Summary of achievements
Published literature pertaining to various aspects of balloon vine including its taxonomy, morphology, habitat, distribution, possible spread in Australia and control strategies were comprehensively reviewed to produce an information document to support the nomination of the weed as a target for biocontrol in Australia. This document was submitted to the national Environment and Invasives Committee (EIC) in March 2019 and endorsed by EIC in May 2019.
A host-specificity test list for the rust fungus P. arechavaletae was developed by undertaking detailed searches of literature and existing current phylogenies of the family Sapindaceae. Test lists used in previous host-specificity testing with P. arechavaletae undertaken in South Africa and New Zealand were also considered when developing the test list for this sub-project. This was done to avoid duplication but also to include important previously tested species which are applicable to the Australian context to demonstrate consistency of results between tests performed in different countries. Our test list comprised 31 non-target taxa spanning 7 groups, 1 supertribe and 3 subfamilies across the family Sapindaceae. A total of 54 accessions across 24 taxa, including balloon vine, from the test list were sourced during the sub-project.
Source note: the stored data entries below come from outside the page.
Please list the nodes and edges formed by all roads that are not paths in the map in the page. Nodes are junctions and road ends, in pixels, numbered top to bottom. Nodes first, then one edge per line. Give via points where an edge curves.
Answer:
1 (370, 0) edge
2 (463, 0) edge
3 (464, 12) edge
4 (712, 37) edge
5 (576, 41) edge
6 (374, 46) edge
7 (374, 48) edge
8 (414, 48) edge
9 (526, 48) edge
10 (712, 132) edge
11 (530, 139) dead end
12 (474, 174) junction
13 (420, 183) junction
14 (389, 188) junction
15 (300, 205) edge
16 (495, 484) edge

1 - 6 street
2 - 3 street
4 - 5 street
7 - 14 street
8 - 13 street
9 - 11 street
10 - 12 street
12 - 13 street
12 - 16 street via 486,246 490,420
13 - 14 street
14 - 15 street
Host-specificity testing with the rust fungus was performed on a a total of 17 non-target species (37 different accessions). Of these only Cardiospermum halicacabum var. halicacabum, Serjania exarata, Allophylus cobbe and Dodonaea viscosa developed disease symptoms. The susceptibility of the two native species, A. cobbe and D. viscosa, to the fungus was assessed in detail by testing several additional accessions of these species, including different subspecies for D. viscosa. While one accession of each of D. viscosa and D. viscosa ssp. purpurea were found to be immune to infection by the fungus, the remaining accessions of D. viscosa, D. viscosa ssp. cuneata and D. viscosa ssp. viscosa were susceptible and developed normal telia. All seven accessions of A. cobbe tested were either susceptible or highly susceptible, i.e. developed abundant normal telia. Telia produced on these species were viable and produced spores that infected plants of these species as well as balloon vine, confirming successful completion of the fungus’ life cycle. These results were discussed with other biocontrol researchers and it was concluded that it would be highly unlikely to obtain permission to introduce this rust fungus in Australia, should an application to release be submitted to the authorities.
The Trust was informed of this conclusion and it was agreed to discontinue testing and shift remaining resources in this sub-project towards research activities related to the sea spurge biocontrol agent that was approved for release in November 2020.
The assistance of Isabel Zeil-Rolfe, Caroline Delaisse and John Lester of CSIRO is acknowledged.